- Records for this exercise:
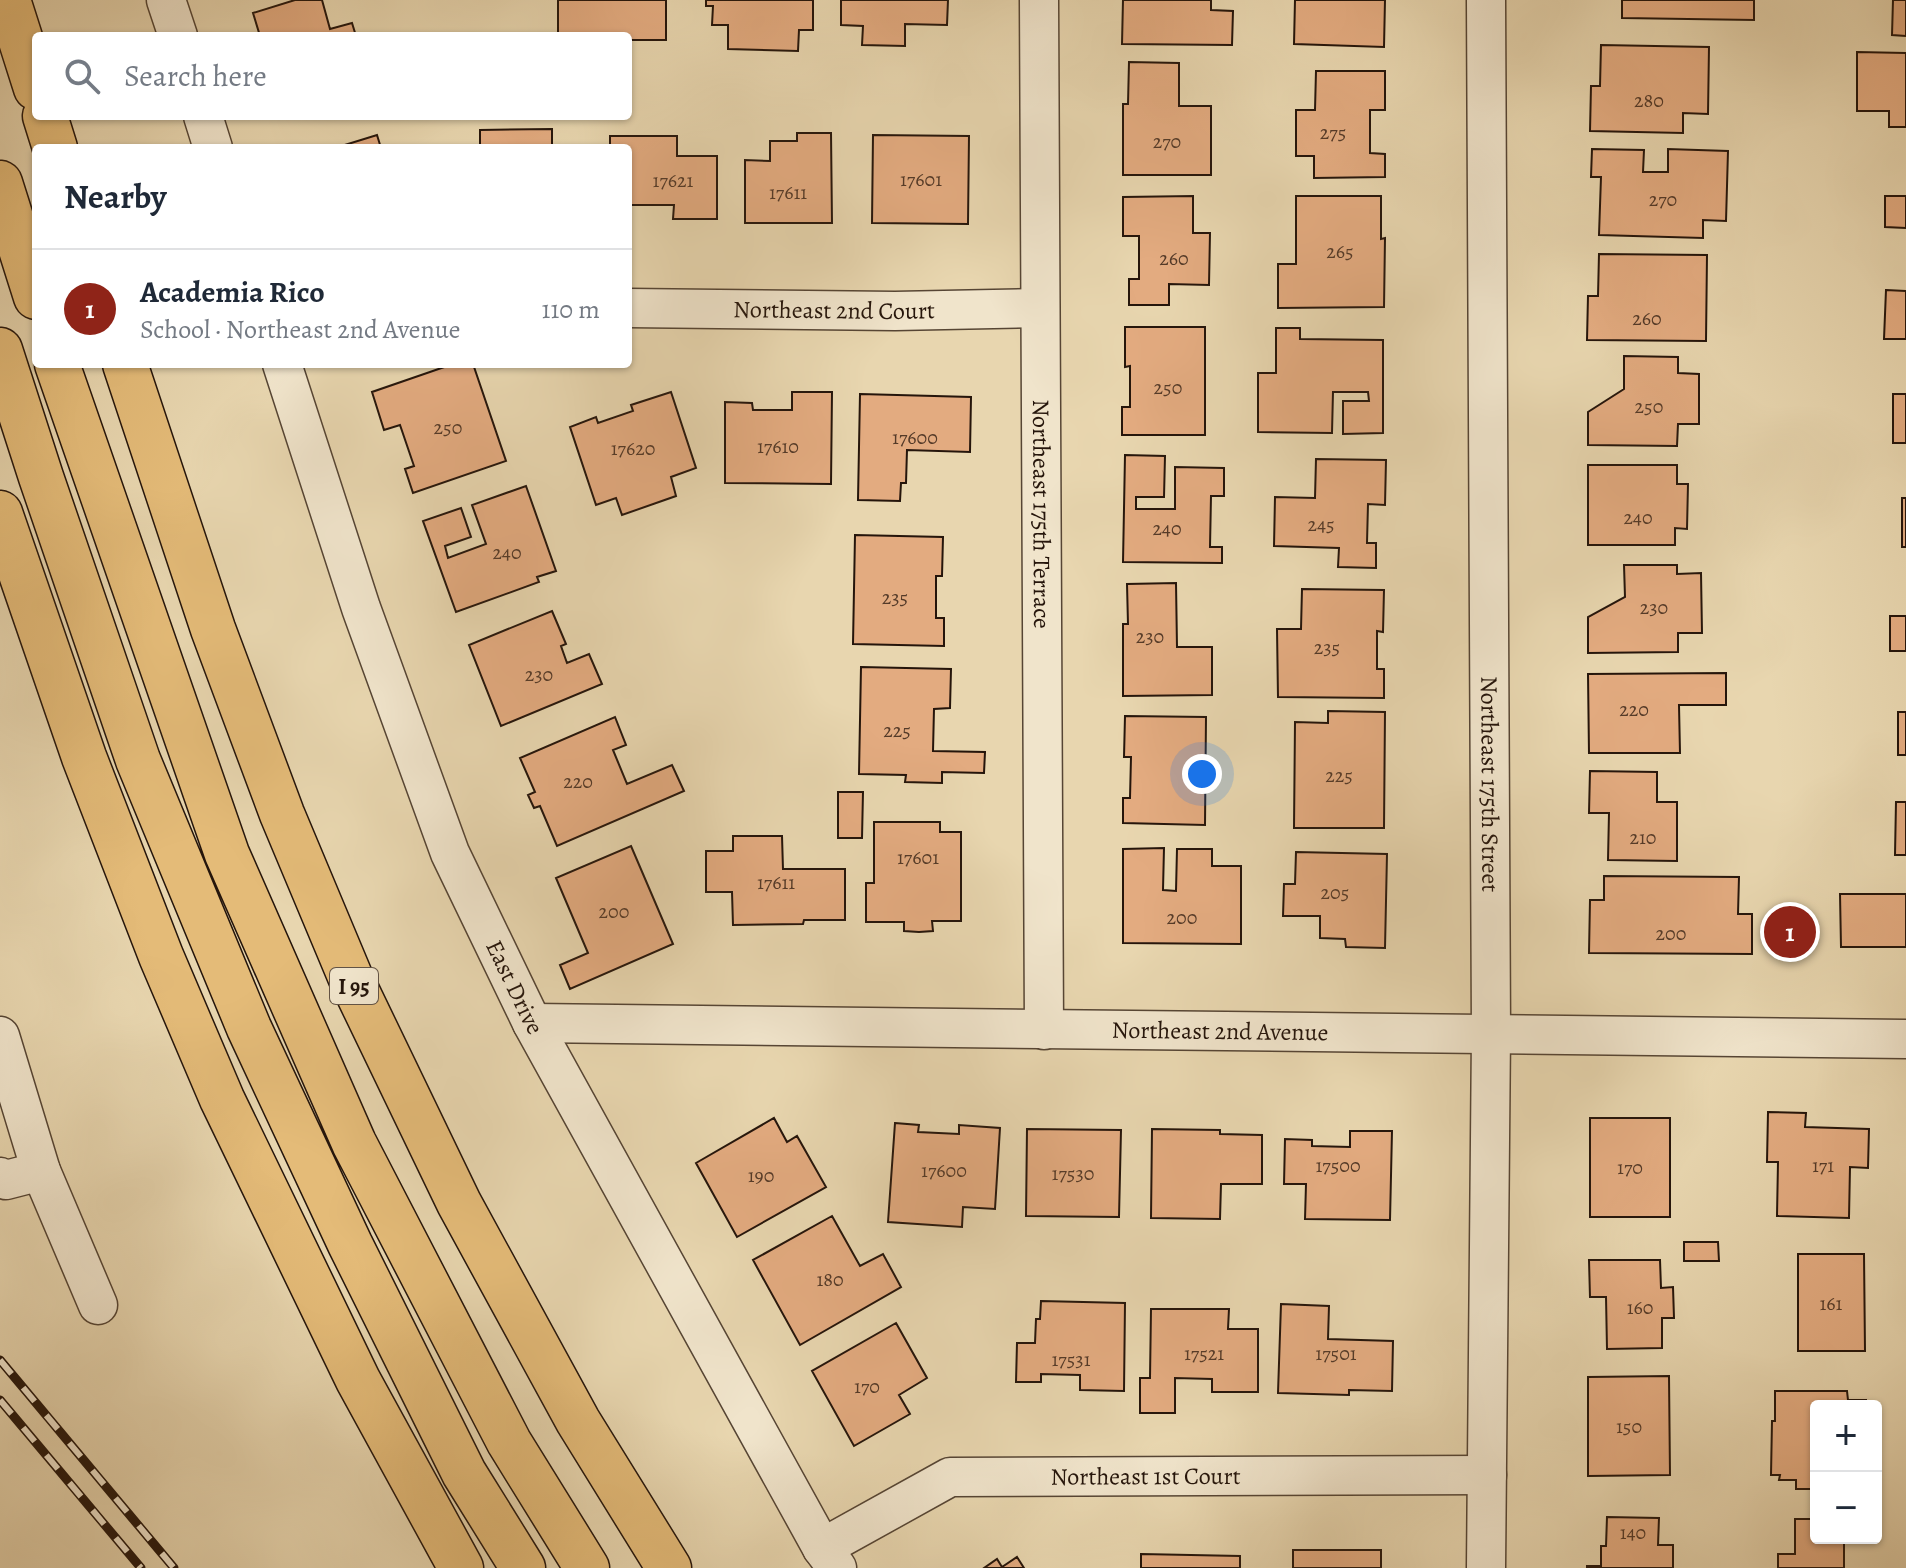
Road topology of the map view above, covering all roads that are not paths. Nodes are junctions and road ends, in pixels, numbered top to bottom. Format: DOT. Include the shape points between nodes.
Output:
graph roads {
  1 [pos="8,0"];
  2 [pos="166,0"];
  3 [pos="1039,0"];
  4 [pos="1486,0"];
  5 [pos="177,32"];
  6 [pos="32,75"];
  7 [pos="46,120"];
  8 [pos="204,120"];
  9 [pos="54,144"];
  10 [pos="212,144"];
  11 [pos="0,183"];
  12 [pos="32,284"];
  13 [pos="632,308"];
  14 [pos="1040,308"];
  15 [pos="0,350"];
  16 [pos="58,368"];
  17 [pos="126,368"];
  18 [pos="283,368"];
  19 [pos="0,513"];
  20 [pos="532,1023"];
  21 [pos="1044,1030"];
  22 [pos="1491,1033"];
  23 [pos="0,1036"];
  24 [pos="1906,1039"];
  25 [pos="41,1171"];
  26 [pos="0,1177"];
  27 [pos="98,1305"];
  28 [pos="1487,1475"];
  29 [pos="829,1558"];
  30 [pos="461,1568"];
  31 [pos="523,1568"];
  32 [pos="587,1568"];
  33 [pos="669,1568"];
  34 [pos="1486,1568"];
  1 -- 6 [label="highway"];
  2 -- 5 [label="street"];
  3 -- 14 [label="street, Northeast 175th Terrace"];
  4 -- 22 [label="street, Northeast 175th Street"];
  7 -- 9 [label="highway"];
  8 -- 10 [label="street"];
  11 -- 12 [label="highway"];
  13 -- 14 [label="street, Northeast 2nd Court"];
  14 -- 21 [label="street, Northeast 175th Terrace"];
  15 -- 31 [label="highway" via="138,760 249,1028 464,1473"];
  16 -- 32 [label="highway" via="227,854 354,1143 509,1442"];
  17 -- 33 [label="highway, I 95" via="213,629 352,981 474,1230 578,1421"];
  18 -- 20 [label="street, East Drive" via="361,608 450,853"];
  19 -- 30 [label="highway" via="84,757 222,1099 358,1380"];
  20 -- 21 [label="street, Northeast 2nd Avenue"];
  20 -- 29 [label="street, East Drive"];
  21 -- 22 [label="street, Northeast 2nd Avenue"];
  22 -- 24 [label="street, Northeast 2nd Avenue"];
  22 -- 28 [label="street, Northeast 175th Street"];
  23 -- 25 [label="street"];
  25 -- 26 [label="street"];
  25 -- 27 [label="street"];
  28 -- 29 [label="street, Northeast 1st Court" via="950,1477"];
  28 -- 34 [label="street, Northeast 175th Street"];
}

- Exercise objective:
The answer is a number only: how many lines of the data above include "Terrace"?

- Response area:
2